The National Trust have a ‘Swinging Summer’ theme at a number of their properties, and we created a special new swing based on their Oak Leaf logo. They can be found at Montacute House and Barrington House in Somerset. You will also see them featured on the National Trust’s Website. Following on from this we have just delivered the first Oak Leaf swing to be ordered by a private customer to a member of the House of Lords.
This is what the National Trust had to say: Our gardens will be swinging this summer
Fourteen new beautifully designed swings have been hung from the treetops at our properties across south Somerset for visitors to enjoy this summer.
The swings range from a copper seat shaped as a huge Oak leaf at Montacute House, a traditional swing made from felled Horse Chestnut trees at Barrington Court and a sensory herbal pod swing at Lytes Cary Manor.
Designed to provoke nostalgic memories of childhood fun and to encourage visitors out into areas not always visited, the swings are dotted around the grounds and gardens of four of our locations in south Somerset. Most of the individual swings have a particular theme, and have been inspired by stories from the houses, gardens and surrounding area.
Richard Higgs, general manager for south Somerset, said: ‘We all have those memories of summer days spent playing on creaky swings surrounded by the smell of grass. We wanted to let our visitors relive those memories, perhaps in a little more relaxing way, with a very varied choice of swings and seats dotted around our sites, just waiting to be discovered, tried and enjoyed.’

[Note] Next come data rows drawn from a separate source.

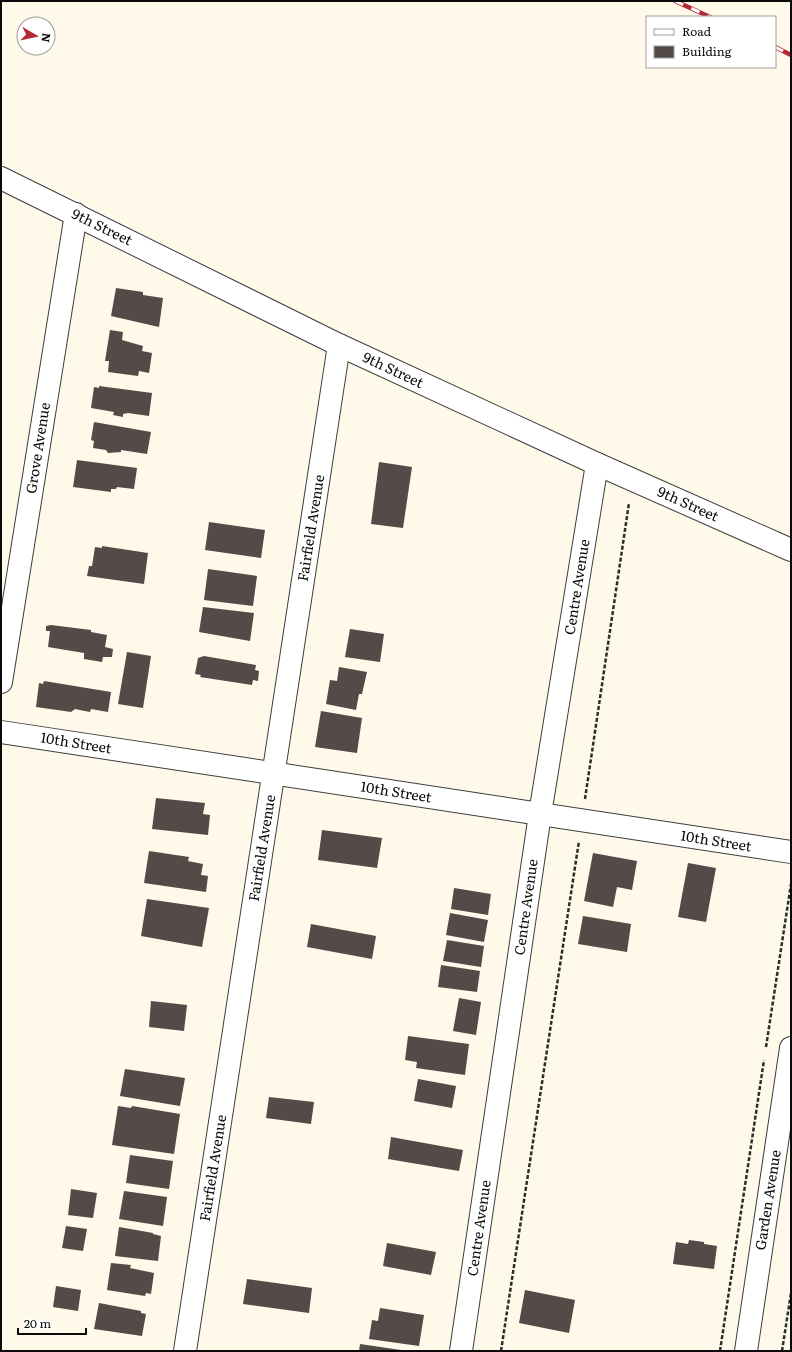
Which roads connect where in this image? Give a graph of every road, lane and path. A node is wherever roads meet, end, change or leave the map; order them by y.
1 (1, 178) edge
2 (76, 214) junction
3 (339, 345) junction
4 (597, 464) junction
5 (629, 500) dead end
6 (791, 550) edge
7 (1, 682) edge
8 (1, 732) edge
9 (274, 773) junction
10 (540, 814) junction
11 (582, 820) junction
12 (791, 852) edge
13 (791, 884) edge
14 (791, 1048) edge
15 (791, 1293) edge
16 (185, 1351) edge
17 (462, 1351) edge
18 (501, 1351) edge
19 (720, 1351) edge
20 (746, 1351) edge
21 (782, 1351) edge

The highlights are two large copper swings fashioned as Oak leaves created by designer Stephen Myburgh, who is known for his unique garden furniture which is both functional and sympathetic to the environment.
‘Stephen’s garden swings have a sculpture like quality to them, and are inspired by some of the most beautiful places in our gardens, added Richard. ‘We hope they will give visitors an unusual place to sit and enjoy the views across Montacute and Barrington.’
Other designs include one created by volunteers at Montacute House, inspired by the burning basket, the emblem of the Phelips family who previously lived there, and Tranquility, a three-seater swing with a fanned back at Tintinhull Garden.
‘We’re well known for these inspiring and intriguing houses but many of our visitors don’t venture out to discover that the gardens and grounds can give just as much enjoyment, out in the fresh air,’ added Richard. ‘By seeking out these swings dotted around the landscape, we hope they will find new places of interest, as well as a new way of having fun.’
The fourteen swings are scattered around the grounds of Barrington Court, Lytes Cary Manor, Montacute House and Tintinhull Garden. For safety, the trees from which the swings are hung have all been rigorously inspected and each swing will be checked daily by our staff.